[Records for processing — start]

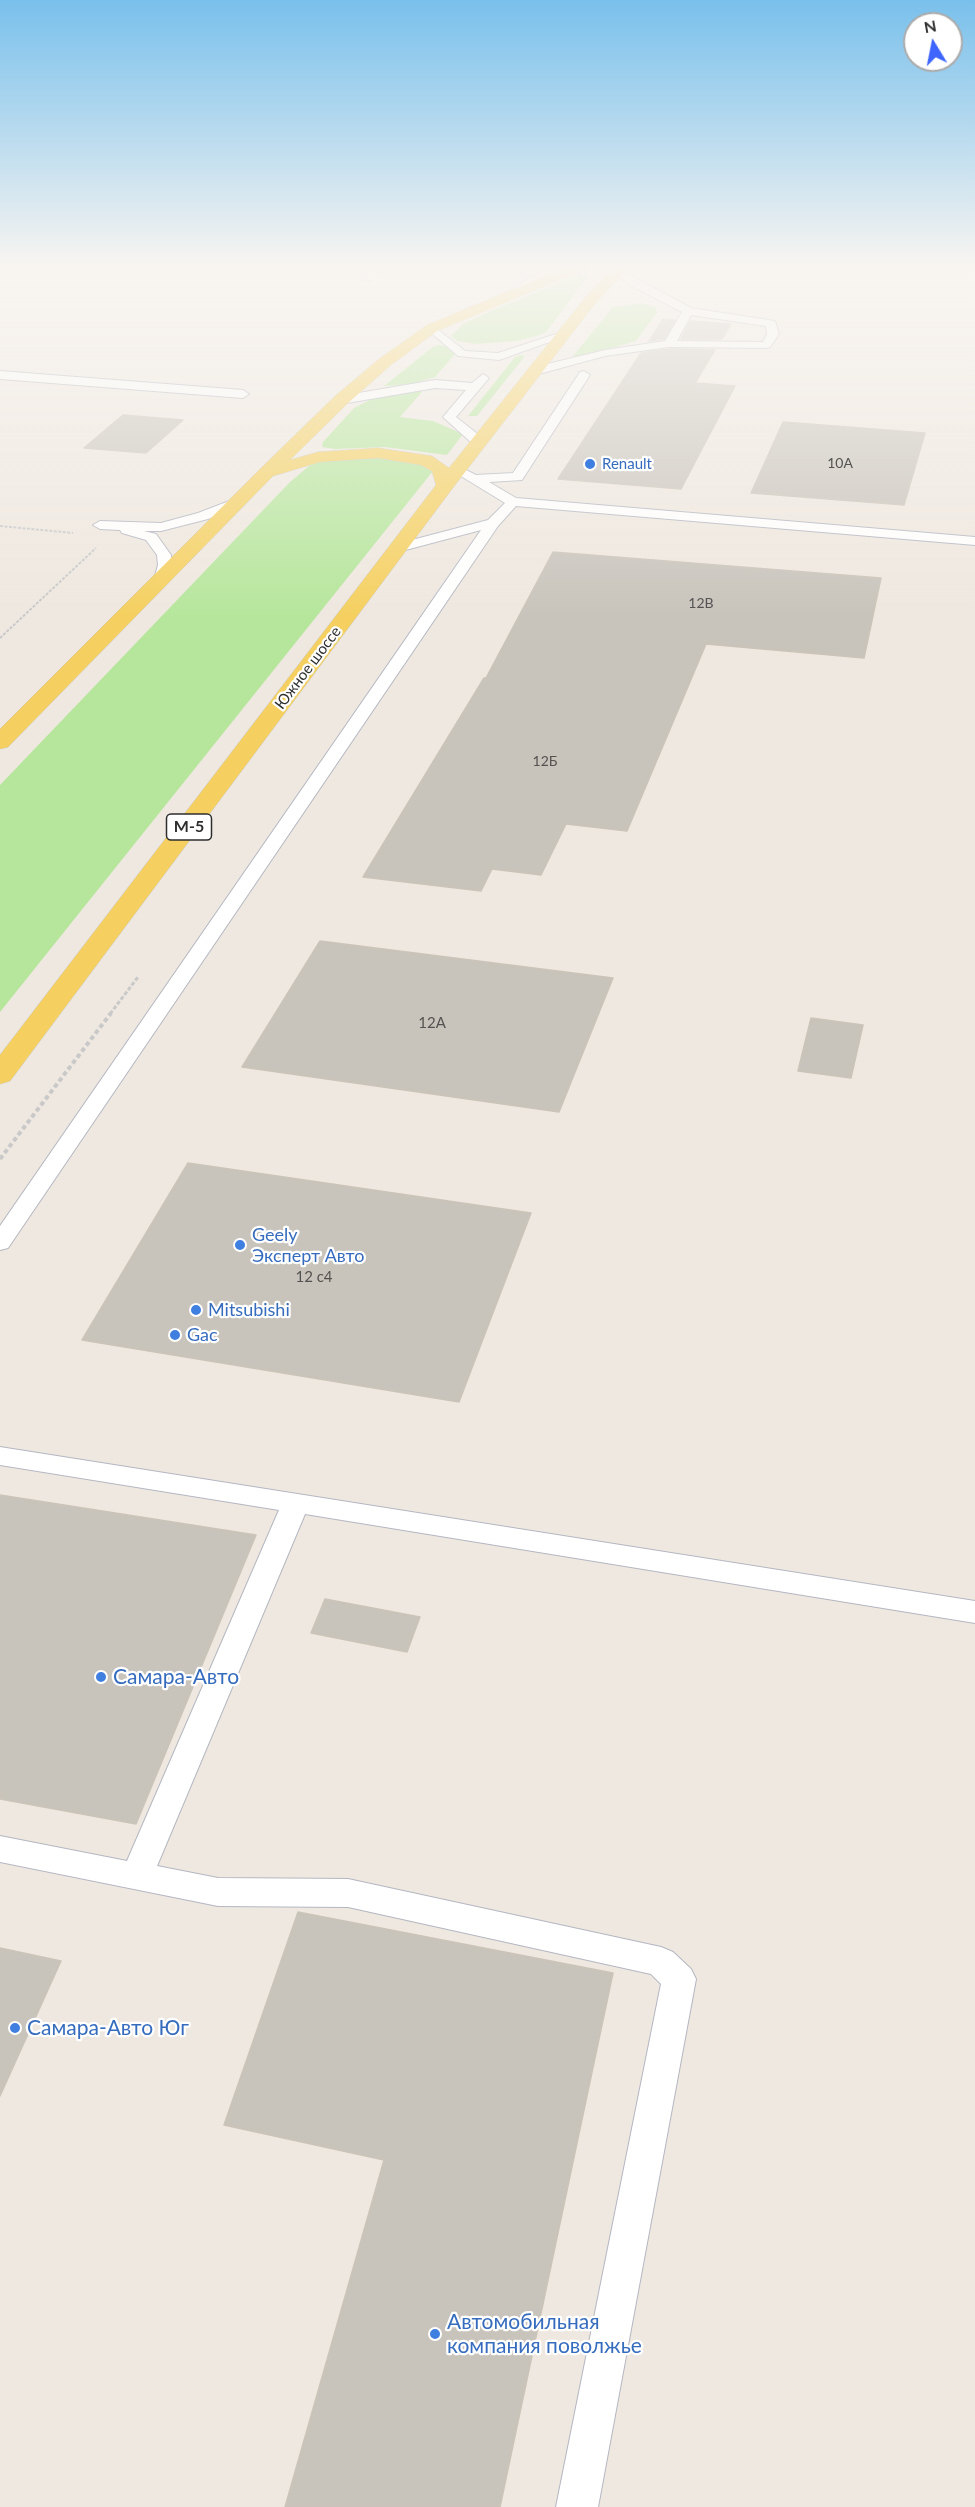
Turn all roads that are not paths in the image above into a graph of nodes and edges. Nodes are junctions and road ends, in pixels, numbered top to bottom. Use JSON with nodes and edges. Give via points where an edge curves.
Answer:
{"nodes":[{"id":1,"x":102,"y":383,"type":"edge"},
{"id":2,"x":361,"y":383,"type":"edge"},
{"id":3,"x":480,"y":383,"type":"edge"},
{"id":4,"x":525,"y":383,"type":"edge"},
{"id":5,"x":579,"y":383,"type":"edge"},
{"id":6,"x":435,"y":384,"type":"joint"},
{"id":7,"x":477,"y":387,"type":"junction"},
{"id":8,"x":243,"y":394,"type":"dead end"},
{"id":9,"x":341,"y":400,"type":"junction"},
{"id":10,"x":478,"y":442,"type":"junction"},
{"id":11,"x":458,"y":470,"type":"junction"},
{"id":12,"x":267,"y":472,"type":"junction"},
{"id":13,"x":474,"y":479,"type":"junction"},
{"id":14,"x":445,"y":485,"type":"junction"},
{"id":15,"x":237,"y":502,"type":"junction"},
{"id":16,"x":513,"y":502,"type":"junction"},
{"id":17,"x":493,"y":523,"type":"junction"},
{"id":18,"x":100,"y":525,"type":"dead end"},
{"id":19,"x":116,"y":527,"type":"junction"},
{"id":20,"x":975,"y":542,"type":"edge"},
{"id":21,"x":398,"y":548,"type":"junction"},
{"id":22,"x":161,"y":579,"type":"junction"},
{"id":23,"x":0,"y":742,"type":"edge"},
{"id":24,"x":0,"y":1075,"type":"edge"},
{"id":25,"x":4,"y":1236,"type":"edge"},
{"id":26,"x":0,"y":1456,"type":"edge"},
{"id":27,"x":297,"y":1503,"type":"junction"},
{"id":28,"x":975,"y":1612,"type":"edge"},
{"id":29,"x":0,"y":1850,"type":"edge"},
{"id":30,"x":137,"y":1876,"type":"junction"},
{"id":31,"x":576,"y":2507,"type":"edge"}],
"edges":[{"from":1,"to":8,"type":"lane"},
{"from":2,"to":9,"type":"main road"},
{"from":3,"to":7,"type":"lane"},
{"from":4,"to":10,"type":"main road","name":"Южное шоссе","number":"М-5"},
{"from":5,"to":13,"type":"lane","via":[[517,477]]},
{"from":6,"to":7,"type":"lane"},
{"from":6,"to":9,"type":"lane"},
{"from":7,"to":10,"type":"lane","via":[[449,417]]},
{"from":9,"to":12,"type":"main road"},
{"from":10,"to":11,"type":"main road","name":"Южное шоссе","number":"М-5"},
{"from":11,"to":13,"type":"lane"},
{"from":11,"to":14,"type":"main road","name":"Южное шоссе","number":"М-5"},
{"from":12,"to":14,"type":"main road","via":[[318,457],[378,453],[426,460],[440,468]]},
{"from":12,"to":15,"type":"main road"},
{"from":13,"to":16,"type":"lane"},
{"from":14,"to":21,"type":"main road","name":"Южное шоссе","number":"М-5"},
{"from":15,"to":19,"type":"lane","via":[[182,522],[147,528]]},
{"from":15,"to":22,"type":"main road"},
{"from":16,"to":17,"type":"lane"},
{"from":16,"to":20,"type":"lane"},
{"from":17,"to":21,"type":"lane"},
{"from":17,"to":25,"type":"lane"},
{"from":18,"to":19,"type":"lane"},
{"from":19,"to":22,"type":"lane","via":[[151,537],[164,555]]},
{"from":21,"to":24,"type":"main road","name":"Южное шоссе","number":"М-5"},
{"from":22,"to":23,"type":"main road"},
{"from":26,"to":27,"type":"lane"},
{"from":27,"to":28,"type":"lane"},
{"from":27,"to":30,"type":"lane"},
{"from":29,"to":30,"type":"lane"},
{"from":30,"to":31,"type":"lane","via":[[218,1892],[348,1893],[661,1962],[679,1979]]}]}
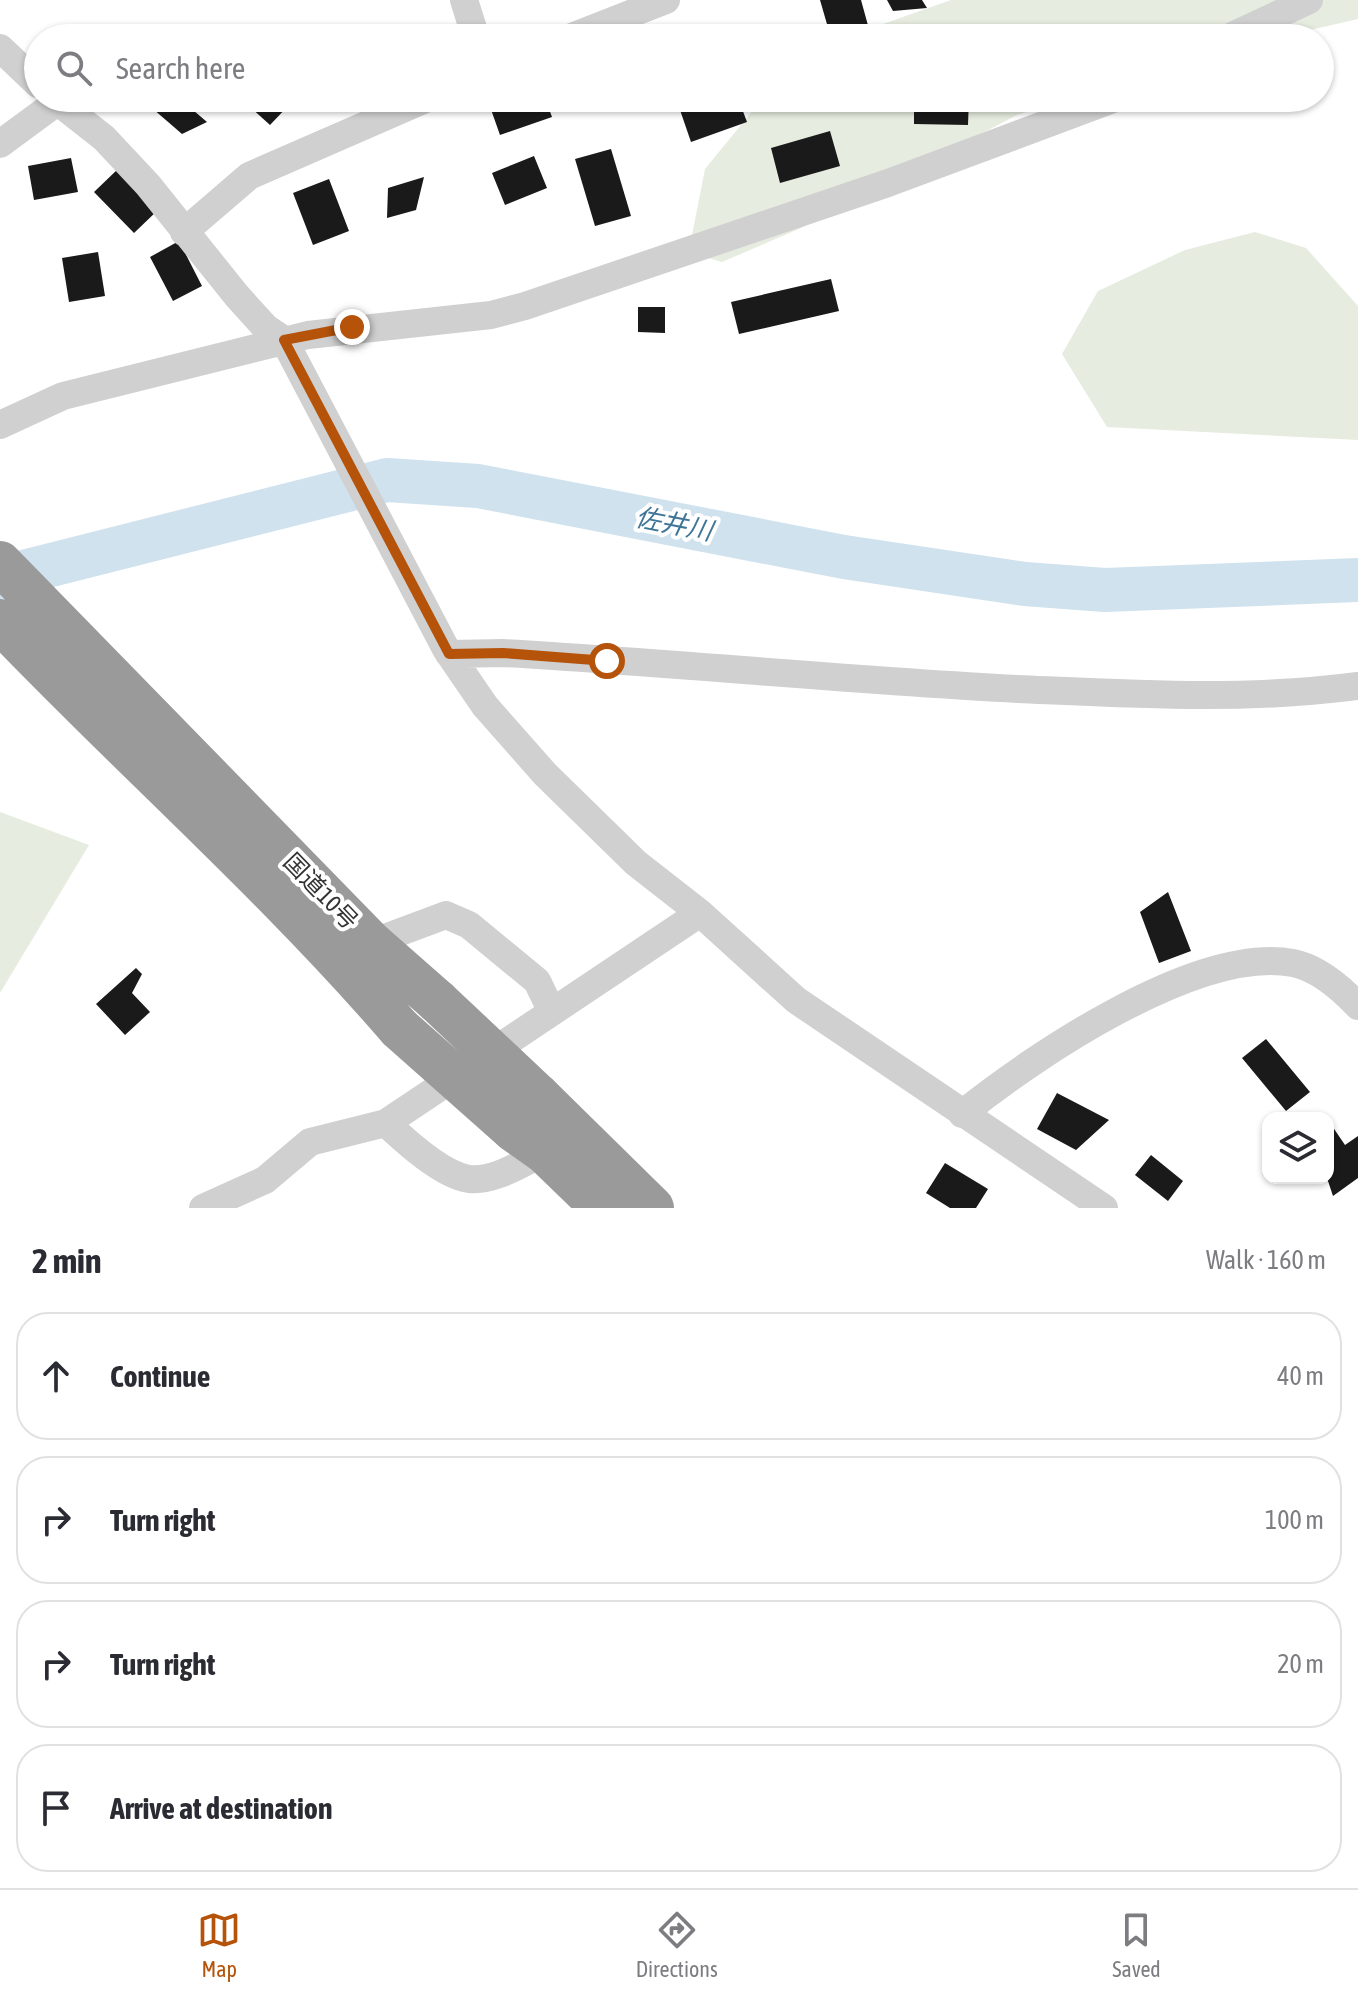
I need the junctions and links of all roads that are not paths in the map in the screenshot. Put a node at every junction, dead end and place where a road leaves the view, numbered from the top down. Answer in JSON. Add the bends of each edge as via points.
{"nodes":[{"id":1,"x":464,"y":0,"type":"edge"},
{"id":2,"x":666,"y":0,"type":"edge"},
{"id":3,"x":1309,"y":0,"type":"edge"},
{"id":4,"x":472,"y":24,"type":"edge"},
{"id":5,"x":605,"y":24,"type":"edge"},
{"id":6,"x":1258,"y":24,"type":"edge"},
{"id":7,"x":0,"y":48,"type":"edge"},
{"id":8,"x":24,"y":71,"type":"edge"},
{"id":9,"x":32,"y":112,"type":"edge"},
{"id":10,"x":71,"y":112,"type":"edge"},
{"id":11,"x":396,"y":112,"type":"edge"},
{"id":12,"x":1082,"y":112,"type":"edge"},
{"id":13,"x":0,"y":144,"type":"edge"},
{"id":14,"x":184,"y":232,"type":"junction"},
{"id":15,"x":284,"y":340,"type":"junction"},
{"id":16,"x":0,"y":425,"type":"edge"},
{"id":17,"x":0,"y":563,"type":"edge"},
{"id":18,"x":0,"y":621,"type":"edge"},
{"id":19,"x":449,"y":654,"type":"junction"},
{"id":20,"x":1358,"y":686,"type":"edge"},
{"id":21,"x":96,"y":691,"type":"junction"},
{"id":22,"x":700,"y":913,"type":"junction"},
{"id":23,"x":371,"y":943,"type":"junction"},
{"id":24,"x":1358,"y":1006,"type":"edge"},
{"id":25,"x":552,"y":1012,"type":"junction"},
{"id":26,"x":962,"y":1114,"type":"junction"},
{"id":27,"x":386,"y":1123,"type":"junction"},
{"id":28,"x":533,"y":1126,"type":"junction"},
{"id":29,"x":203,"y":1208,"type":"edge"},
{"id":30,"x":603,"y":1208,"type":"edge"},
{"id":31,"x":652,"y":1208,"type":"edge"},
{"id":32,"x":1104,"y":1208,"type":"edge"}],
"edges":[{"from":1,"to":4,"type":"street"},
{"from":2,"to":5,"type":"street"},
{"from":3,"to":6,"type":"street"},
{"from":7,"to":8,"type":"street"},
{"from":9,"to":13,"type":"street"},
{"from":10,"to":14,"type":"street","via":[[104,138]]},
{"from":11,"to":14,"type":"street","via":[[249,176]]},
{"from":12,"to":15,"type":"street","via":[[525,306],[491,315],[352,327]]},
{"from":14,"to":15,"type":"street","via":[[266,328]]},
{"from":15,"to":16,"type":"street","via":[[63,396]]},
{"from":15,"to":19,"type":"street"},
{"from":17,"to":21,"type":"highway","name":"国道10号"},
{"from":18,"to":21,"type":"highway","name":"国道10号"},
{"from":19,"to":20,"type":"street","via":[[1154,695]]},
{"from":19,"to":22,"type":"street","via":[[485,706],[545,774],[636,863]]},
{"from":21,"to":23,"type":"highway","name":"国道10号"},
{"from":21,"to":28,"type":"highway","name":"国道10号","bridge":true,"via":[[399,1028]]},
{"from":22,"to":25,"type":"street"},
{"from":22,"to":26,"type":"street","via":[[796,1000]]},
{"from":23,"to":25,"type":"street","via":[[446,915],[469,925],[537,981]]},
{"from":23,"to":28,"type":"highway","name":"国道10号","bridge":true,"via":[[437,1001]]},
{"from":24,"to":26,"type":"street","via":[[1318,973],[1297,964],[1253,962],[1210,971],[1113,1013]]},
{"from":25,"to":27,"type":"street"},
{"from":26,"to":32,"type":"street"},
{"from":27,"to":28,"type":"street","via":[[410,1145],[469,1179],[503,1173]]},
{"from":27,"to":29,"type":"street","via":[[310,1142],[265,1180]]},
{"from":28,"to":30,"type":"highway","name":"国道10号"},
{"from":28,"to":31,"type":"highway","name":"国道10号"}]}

[Records for processing — finish]

> [Exercise description] Copy out the entries verbatim, but skip every picture.

> [Solved problem]
Turn all roads that are not paths in the image above into a graph of nodes and edges. Nodes are junctions and road ends, in pixels, numbered top to bottom. Use JSON with nodes and edges. Give via points where an edge curves.
Answer:
{"nodes":[{"id":1,"x":102,"y":383,"type":"edge"},
{"id":2,"x":361,"y":383,"type":"edge"},
{"id":3,"x":480,"y":383,"type":"edge"},
{"id":4,"x":525,"y":383,"type":"edge"},
{"id":5,"x":579,"y":383,"type":"edge"},
{"id":6,"x":435,"y":384,"type":"joint"},
{"id":7,"x":477,"y":387,"type":"junction"},
{"id":8,"x":243,"y":394,"type":"dead end"},
{"id":9,"x":341,"y":400,"type":"junction"},
{"id":10,"x":478,"y":442,"type":"junction"},
{"id":11,"x":458,"y":470,"type":"junction"},
{"id":12,"x":267,"y":472,"type":"junction"},
{"id":13,"x":474,"y":479,"type":"junction"},
{"id":14,"x":445,"y":485,"type":"junction"},
{"id":15,"x":237,"y":502,"type":"junction"},
{"id":16,"x":513,"y":502,"type":"junction"},
{"id":17,"x":493,"y":523,"type":"junction"},
{"id":18,"x":100,"y":525,"type":"dead end"},
{"id":19,"x":116,"y":527,"type":"junction"},
{"id":20,"x":975,"y":542,"type":"edge"},
{"id":21,"x":398,"y":548,"type":"junction"},
{"id":22,"x":161,"y":579,"type":"junction"},
{"id":23,"x":0,"y":742,"type":"edge"},
{"id":24,"x":0,"y":1075,"type":"edge"},
{"id":25,"x":4,"y":1236,"type":"edge"},
{"id":26,"x":0,"y":1456,"type":"edge"},
{"id":27,"x":297,"y":1503,"type":"junction"},
{"id":28,"x":975,"y":1612,"type":"edge"},
{"id":29,"x":0,"y":1850,"type":"edge"},
{"id":30,"x":137,"y":1876,"type":"junction"},
{"id":31,"x":576,"y":2507,"type":"edge"}],
"edges":[{"from":1,"to":8,"type":"lane"},
{"from":2,"to":9,"type":"main road"},
{"from":3,"to":7,"type":"lane"},
{"from":4,"to":10,"type":"main road","name":"Южное шоссе","number":"М-5"},
{"from":5,"to":13,"type":"lane","via":[[517,477]]},
{"from":6,"to":7,"type":"lane"},
{"from":6,"to":9,"type":"lane"},
{"from":7,"to":10,"type":"lane","via":[[449,417]]},
{"from":9,"to":12,"type":"main road"},
{"from":10,"to":11,"type":"main road","name":"Южное шоссе","number":"М-5"},
{"from":11,"to":13,"type":"lane"},
{"from":11,"to":14,"type":"main road","name":"Южное шоссе","number":"М-5"},
{"from":12,"to":14,"type":"main road","via":[[318,457],[378,453],[426,460],[440,468]]},
{"from":12,"to":15,"type":"main road"},
{"from":13,"to":16,"type":"lane"},
{"from":14,"to":21,"type":"main road","name":"Южное шоссе","number":"М-5"},
{"from":15,"to":19,"type":"lane","via":[[182,522],[147,528]]},
{"from":15,"to":22,"type":"main road"},
{"from":16,"to":17,"type":"lane"},
{"from":16,"to":20,"type":"lane"},
{"from":17,"to":21,"type":"lane"},
{"from":17,"to":25,"type":"lane"},
{"from":18,"to":19,"type":"lane"},
{"from":19,"to":22,"type":"lane","via":[[151,537],[164,555]]},
{"from":21,"to":24,"type":"main road","name":"Южное шоссе","number":"М-5"},
{"from":22,"to":23,"type":"main road"},
{"from":26,"to":27,"type":"lane"},
{"from":27,"to":28,"type":"lane"},
{"from":27,"to":30,"type":"lane"},
{"from":29,"to":30,"type":"lane"},
{"from":30,"to":31,"type":"lane","via":[[218,1892],[348,1893],[661,1962],[679,1979]]}]}
I need the junctions and links of all roads that are not paths in the map in the screenshot. Put a node at every junction, dead end and place where a road leaves the view, numbered from the top down. Answer in JSON. Add the bends of each edge as via points.
{"nodes":[{"id":1,"x":464,"y":0,"type":"edge"},
{"id":2,"x":666,"y":0,"type":"edge"},
{"id":3,"x":1309,"y":0,"type":"edge"},
{"id":4,"x":472,"y":24,"type":"edge"},
{"id":5,"x":605,"y":24,"type":"edge"},
{"id":6,"x":1258,"y":24,"type":"edge"},
{"id":7,"x":0,"y":48,"type":"edge"},
{"id":8,"x":24,"y":71,"type":"edge"},
{"id":9,"x":32,"y":112,"type":"edge"},
{"id":10,"x":71,"y":112,"type":"edge"},
{"id":11,"x":396,"y":112,"type":"edge"},
{"id":12,"x":1082,"y":112,"type":"edge"},
{"id":13,"x":0,"y":144,"type":"edge"},
{"id":14,"x":184,"y":232,"type":"junction"},
{"id":15,"x":284,"y":340,"type":"junction"},
{"id":16,"x":0,"y":425,"type":"edge"},
{"id":17,"x":0,"y":563,"type":"edge"},
{"id":18,"x":0,"y":621,"type":"edge"},
{"id":19,"x":449,"y":654,"type":"junction"},
{"id":20,"x":1358,"y":686,"type":"edge"},
{"id":21,"x":96,"y":691,"type":"junction"},
{"id":22,"x":700,"y":913,"type":"junction"},
{"id":23,"x":371,"y":943,"type":"junction"},
{"id":24,"x":1358,"y":1006,"type":"edge"},
{"id":25,"x":552,"y":1012,"type":"junction"},
{"id":26,"x":962,"y":1114,"type":"junction"},
{"id":27,"x":386,"y":1123,"type":"junction"},
{"id":28,"x":533,"y":1126,"type":"junction"},
{"id":29,"x":203,"y":1208,"type":"edge"},
{"id":30,"x":603,"y":1208,"type":"edge"},
{"id":31,"x":652,"y":1208,"type":"edge"},
{"id":32,"x":1104,"y":1208,"type":"edge"}],
"edges":[{"from":1,"to":4,"type":"street"},
{"from":2,"to":5,"type":"street"},
{"from":3,"to":6,"type":"street"},
{"from":7,"to":8,"type":"street"},
{"from":9,"to":13,"type":"street"},
{"from":10,"to":14,"type":"street","via":[[104,138]]},
{"from":11,"to":14,"type":"street","via":[[249,176]]},
{"from":12,"to":15,"type":"street","via":[[525,306],[491,315],[352,327]]},
{"from":14,"to":15,"type":"street","via":[[266,328]]},
{"from":15,"to":16,"type":"street","via":[[63,396]]},
{"from":15,"to":19,"type":"street"},
{"from":17,"to":21,"type":"highway","name":"国道10号"},
{"from":18,"to":21,"type":"highway","name":"国道10号"},
{"from":19,"to":20,"type":"street","via":[[1154,695]]},
{"from":19,"to":22,"type":"street","via":[[485,706],[545,774],[636,863]]},
{"from":21,"to":23,"type":"highway","name":"国道10号"},
{"from":21,"to":28,"type":"highway","name":"国道10号","bridge":true,"via":[[399,1028]]},
{"from":22,"to":25,"type":"street"},
{"from":22,"to":26,"type":"street","via":[[796,1000]]},
{"from":23,"to":25,"type":"street","via":[[446,915],[469,925],[537,981]]},
{"from":23,"to":28,"type":"highway","name":"国道10号","bridge":true,"via":[[437,1001]]},
{"from":24,"to":26,"type":"street","via":[[1318,973],[1297,964],[1253,962],[1210,971],[1113,1013]]},
{"from":25,"to":27,"type":"street"},
{"from":26,"to":32,"type":"street"},
{"from":27,"to":28,"type":"street","via":[[410,1145],[469,1179],[503,1173]]},
{"from":27,"to":29,"type":"street","via":[[310,1142],[265,1180]]},
{"from":28,"to":30,"type":"highway","name":"国道10号"},
{"from":28,"to":31,"type":"highway","name":"国道10号"}]}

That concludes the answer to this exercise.